The first part of the 3 day open water course you get a lot of information, watch a lot of safety videos, and go over all the equipment and how to set it up. At the time it felt like a lot to take in, but my instructor was kind and thorough and made sure everyone in our little group was getting it. I was still a little nervous though when we headed out to a beginner dive site for our first training dive. I really didn’t want to forget anything.
All those trepidation’s melted away the first time I went under though. I will admit, breathing underwater took some getting used to. In the very beginning I definitely was reminding myself not to hold my breath. But once I had the basics down, it was like my eye were suddenly open to a whole new world around me. Getting up close with a coral reef and the sea life that lives in it is like nothing you’ll ever experience on land. My first thought as a swam around through schools of fish was, “This is like being in space, or on another planet!” The weightlessness you feel is probably the closest I’ll get to space (for now at least), and it’s totally freeing.
By the last day of class I was ready to sign up for the advanced course. I wanted to go deeper, I wanted to see more, I wanted to explore this awesome place that I’d only ever seen from the surface before.
Around the time that I’d finished the open water course and was gearing up for the advanced, there had been some whale shark sightings at one of the more popular dive sights, Sail Rock, so I made sure I signed up for the class that would go there. Because I mean, whale sharks!
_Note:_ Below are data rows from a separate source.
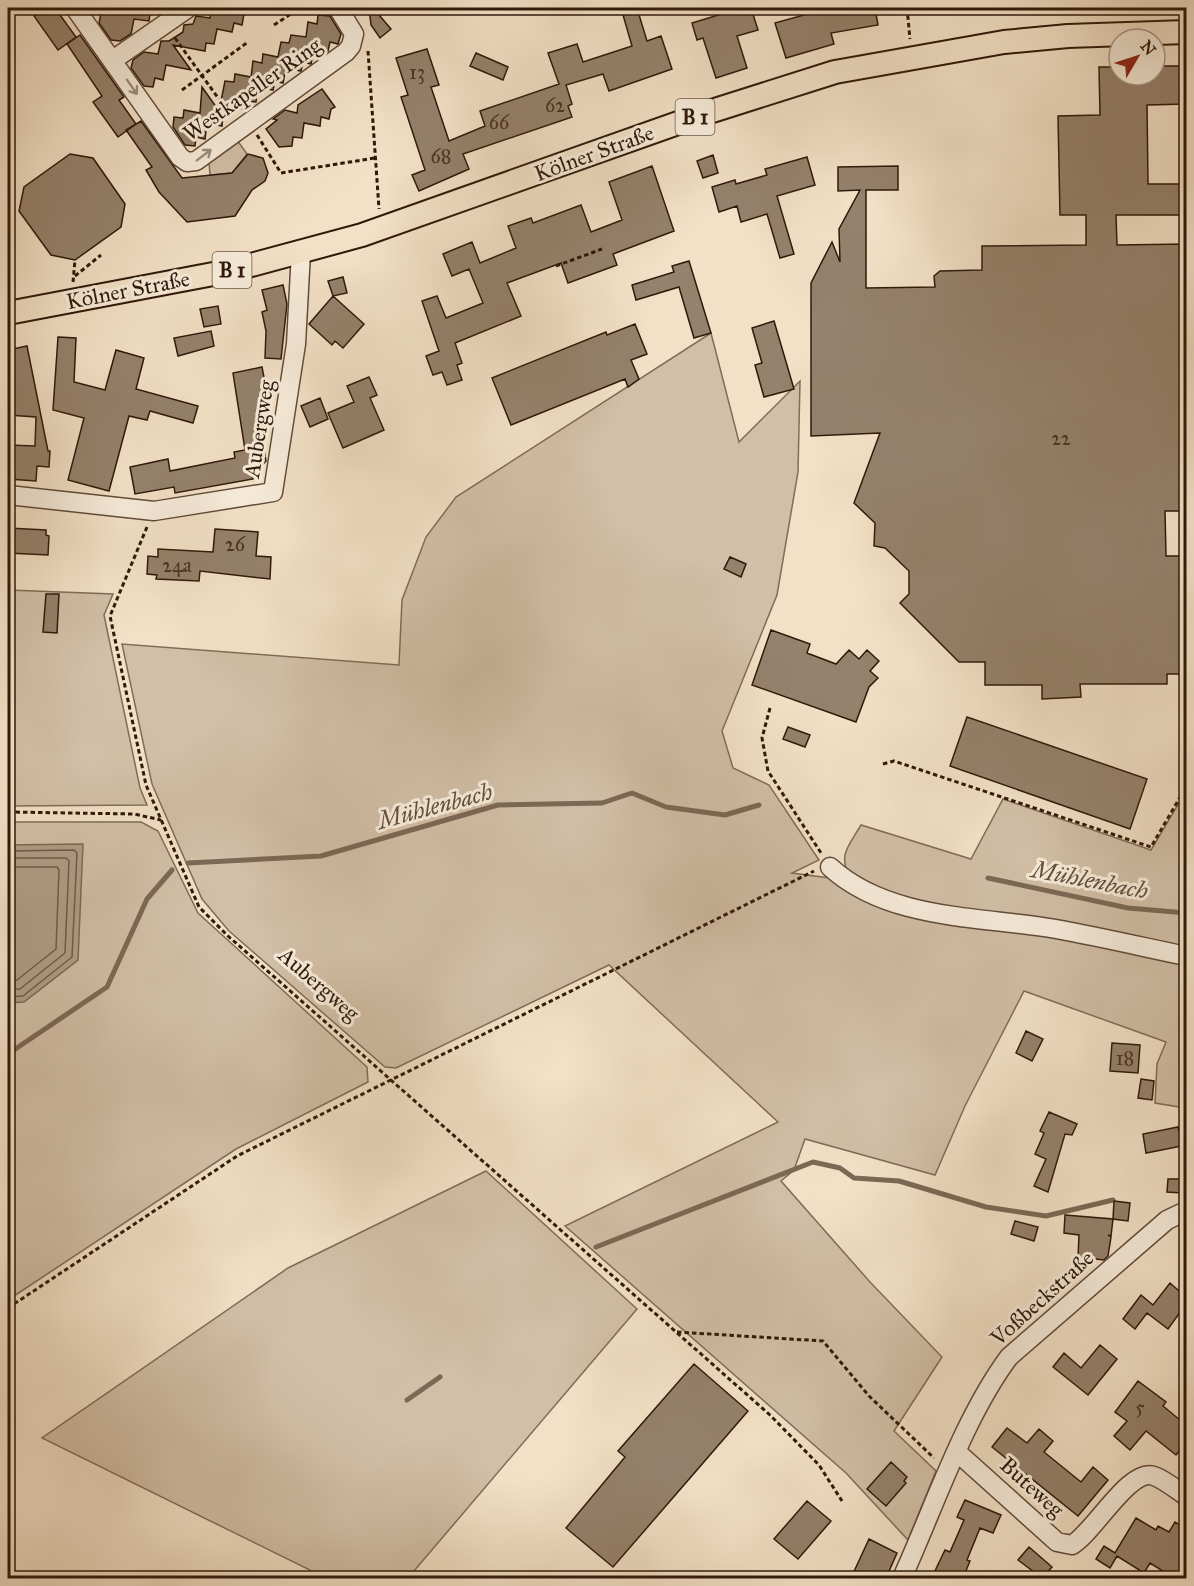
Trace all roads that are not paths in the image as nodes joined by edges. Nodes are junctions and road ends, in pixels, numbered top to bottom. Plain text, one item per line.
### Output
1 (75, 8) edge
2 (188, 8) edge
3 (338, 8) edge
4 (1186, 32) edge
5 (113, 60) junction
6 (301, 252) junction
7 (8, 313) edge
8 (8, 495) edge
9 (830, 867) road end
10 (1186, 956) edge
11 (1186, 1210) edge
12 (957, 1453) junction
13 (1186, 1496) edge
14 (902, 1578) edge

1 - 5 street, Westkapeller Ring
2 - 5 street
5 -> 3 street, Westkapeller Ring
4 - 6 main road, Kölner Straße / B 1
6 - 7 main road, Kölner Straße / B 1
6 - 8 street, Aubergweg
9 - 10 street
11 - 12 street, Voßbeckstraße
12 - 13 street, Buteweg
12 - 14 street, Voßbeckstraße

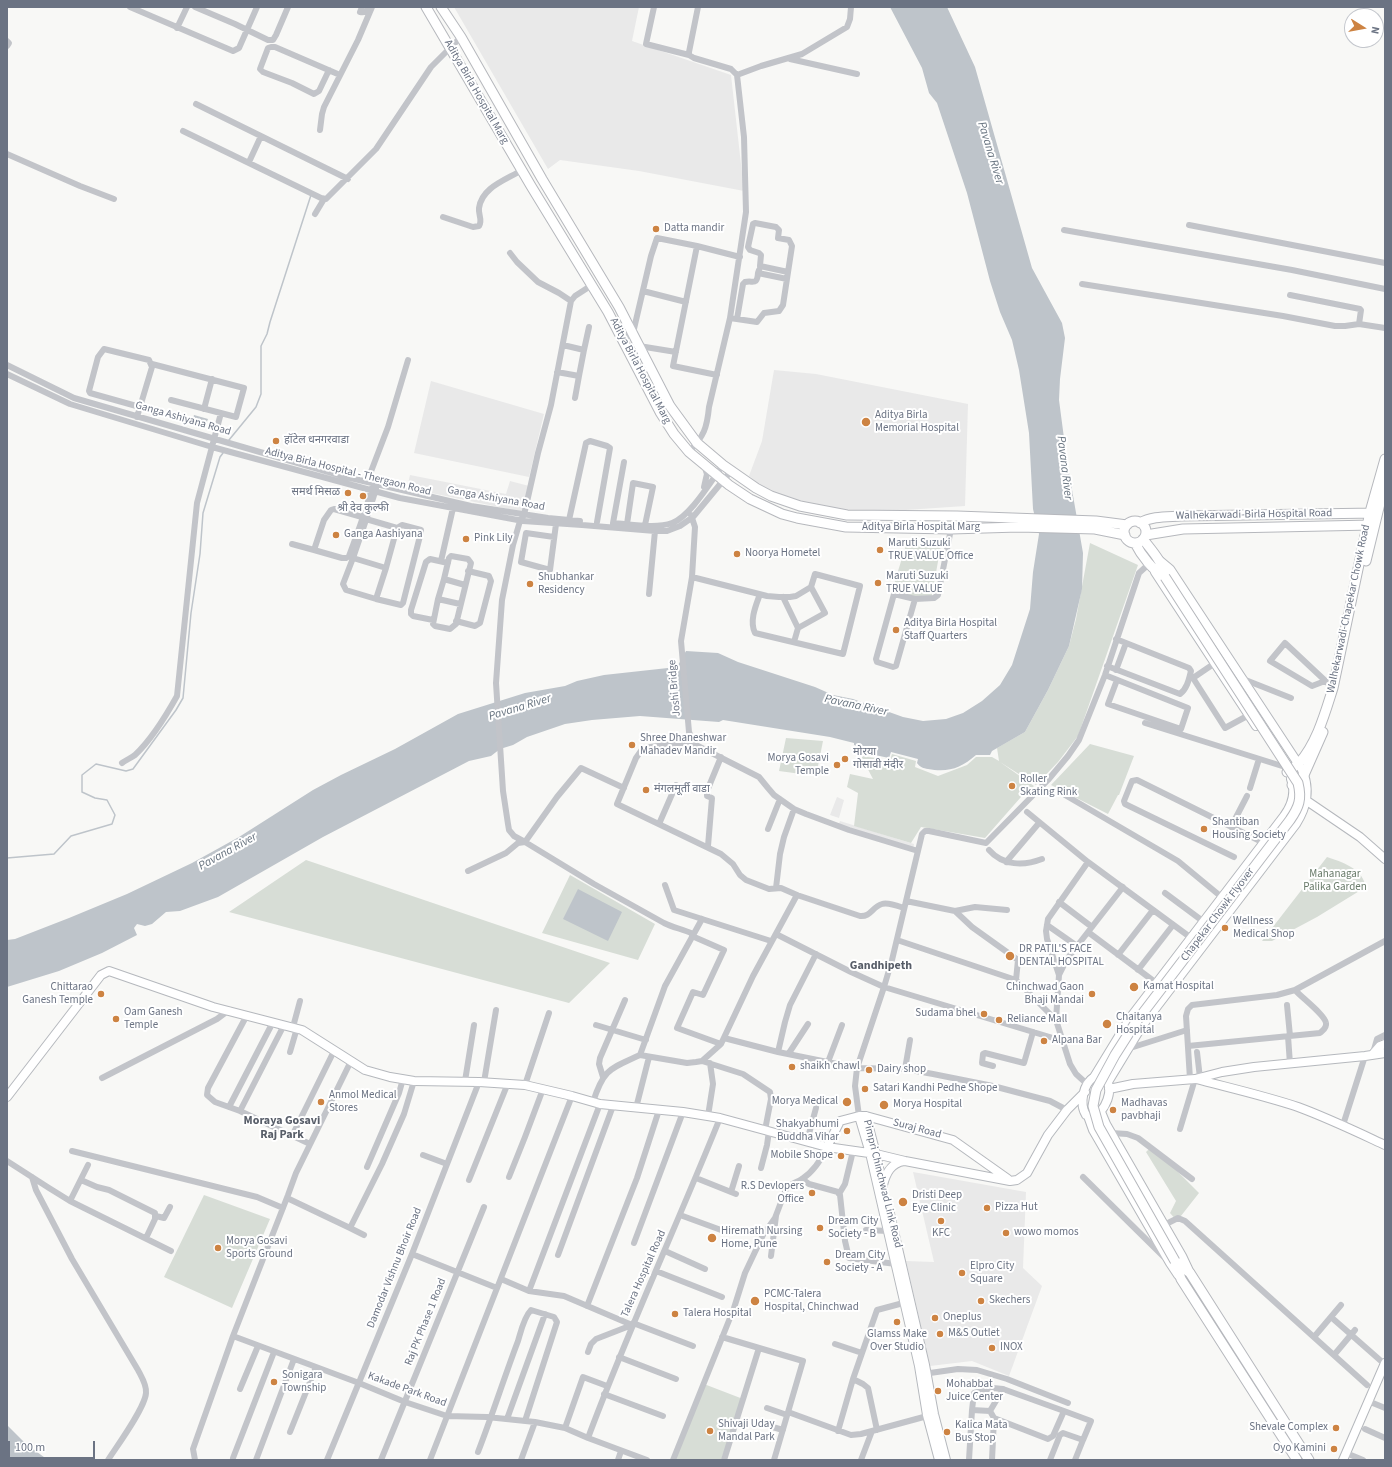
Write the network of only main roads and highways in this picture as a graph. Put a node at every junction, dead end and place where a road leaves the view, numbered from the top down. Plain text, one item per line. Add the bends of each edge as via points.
1 (426, 7) edge
2 (441, 7) edge
3 (497, 101) junction
4 (486, 108) junction
5 (542, 179) junction
6 (531, 186) junction
7 (1385, 462) edge
8 (1385, 483) edge
9 (1374, 513) junction
10 (1009, 523) junction
11 (1140, 523) junction
12 (1095, 525) junction
13 (1127, 525) junction
14 (1371, 525) junction
15 (1125, 535) junction
16 (1141, 539) junction
17 (1153, 562) junction
18 (1298, 764) junction
19 (1284, 769) junction
20 (1304, 775) junction
21 (1292, 785) junction
22 (1293, 799) junction
23 (1307, 801) junction
24 (1385, 859) edge
25 (1196, 943) junction
26 (1385, 1044) edge
27 (1385, 1053) edge
28 (1369, 1055) junction
29 (1094, 1077) junction
30 (1195, 1079) junction
31 (1109, 1085) junction
32 (1086, 1088) junction
33 (7, 1097) edge
34 (1067, 1110) junction
35 (1101, 1112) junction
36 (1086, 1114) junction
37 (863, 1116) junction
38 (1385, 1145) edge
39 (827, 1146) junction
40 (873, 1153) junction
41 (905, 1161) junction
42 (1010, 1180) junction
43 (880, 1187) junction
44 (1172, 1262) junction
45 (1190, 1273) junction
46 (907, 1302) junction
47 (1221, 1320) junction
48 (1212, 1328) junction
49 (1383, 1362) edge
50 (931, 1414) junction
51 (1344, 1456) edge
52 (939, 1460) edge
53 (946, 1460) edge
54 (1297, 1460) edge
55 (1309, 1460) edge

1 - 4 main road, Aditya Birla Hospital Marg
2 - 3 main road, Aditya Birla Hospital Marg
3 - 4 main road
3 - 5 main road, Aditya Birla Hospital Marg
4 - 6 main road, Aditya Birla Hospital Marg
5 - 6 main road
5 - 10 main road, Aditya Birla Hospital Marg via 603,279 670,406 697,443 731,471 771,496 800,506 834,513
6 - 10 main road, Aditya Birla Hospital Marg via 592,285 674,434 689,452 740,493 776,512 846,527 951,529
7 - 9 main road, Walhekarwadi-Chapekar Chowk Road
8 - 9 main road, Walhekarwadi-Chapekar Chowk Road
9 - 11 main road, Walhekarwadi-Birla Hospital Road via 1180,516 1160,517
9 - 14 main road, Walhekarwadi-Chapekar Chowk Road
10 - 12 main road, Aditya Birla Hospital Marg
11 - 13 main road via 1132,522
11 - 16 main road via 1146,529
12 - 13 main road
12 - 15 main road
13 - 15 main road
14 - 16 main road, Walhekarwadi-Birla Hospital Road via 1183,529
14 - 18 main road, Walhekarwadi-Chapekar Chowk Road via 1333,688 1320,724 1305,756
14 - 20 main road, Walhekarwadi-Chapekar Chowk Road via 1333,706
15 - 16 main road via 1127,541
16 - 17 main road, Chapekar Chowk Flyover
17 - 18 main road via 1170,569
17 - 19 main road via 1153,570
17 - 44 main road, Chapekar Chowk Flyover, bridge via 1164,572 1298,783 1301,794 1290,820 1132,1028 1096,1090 1094,1113 1099,1127
18 - 19 main road, Walhekarwadi-Chapekar Chowk Road
18 - 20 main road
19 - 21 main road
20 - 21 main road
20 - 23 main road
21 - 22 main road
22 - 23 main road
22 - 25 main road via 1288,811 1204,922
23 - 24 main road via 1360,837
23 - 25 main road via 1296,824 1233,906
25 - 29 main road via 1157,984 1123,1029
25 - 31 main road via 1168,992 1127,1049
26 - 28 main road
27 - 28 main road
28 - 30 main road via 1222,1072
29 - 31 main road via 1104,1078
29 - 32 main road
30 - 31 main road
30 - 38 main road via 1286,1103
31 - 35 main road
32 - 34 main road
32 - 36 main road via 1082,1103
33 - 39 main road via 101,974 108,971 214,1007 295,1028 316,1038 365,1070 390,1077 414,1081 525,1084 613,1106 720,1118
34 - 36 main road
34 - 42 main road via 1048,1135 1027,1173 1017,1180
35 - 36 main road via 1096,1116
35 - 45 main road
36 - 44 main road via 1145,1220
37 - 39 main road via 840,1121
37 - 40 main road, Pimpri Chinchwad Link Road
37 - 42 main road, Suraj Road via 953,1140
39 - 40 main road
40 - 41 main road
40 - 43 main road, Pimpri Chinchwad Link Road
41 - 42 main road
41 - 43 main road via 890,1168
43 - 46 main road, Pimpri Chinchwad Link Road
43 - 46 main road, Pimpri Chinchwad Link Road via 888,1231
44 - 45 main road, Chapekar Chowk Flyover
44 - 48 main road, Chapekar Chowk Flyover
45 - 47 main road, Chapekar Chowk Flyover
46 - 50 main road, Pimpri Chinchwad Link Road
47 - 48 main road
47 - 55 main road, Chapekar Chowk Flyover
48 - 54 main road, Chapekar Chowk Flyover
49 - 51 main road
50 - 52 main road, Pimpri Chinchwad Link Road
50 - 53 main road, Pimpri Chinchwad Link Road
The advanced dive course is less classroom learning and more training dives, which is awesome for me, because I’m one of those, learn by doing sorts of people. You focus on diving techniques, and navigation, then you get to do some adventure dives which can be anything from checking out shipwrecks to identifying sea life.
The second day of my advanced class we headed out to Sail Rock. I had high hopes of giant sea animals, but unfortunately there were no whale sharks to be seen that day. That’s not to say the dives there weren’t amazing, because they were. As we circled around the underwater pinnacle I saw all types of fish and coral that made me feel like I was in Finding Nemo. And I did get to see some giant sea life, in the form of a great barracuda that was just about as long as am I tall!
My big take away from my whole learning to dive experience was that even though something might seem intimidating, it’s usually nothing you can’t handle. And the awesome experience you gain from it will far outweigh any nerves you have going into it.
So if you ever find yourself wondering if you should learn to scuba dive (or anything else for that matter), I say go for it. Usually it’s the thing that seems scariest that ends up being the most awesome!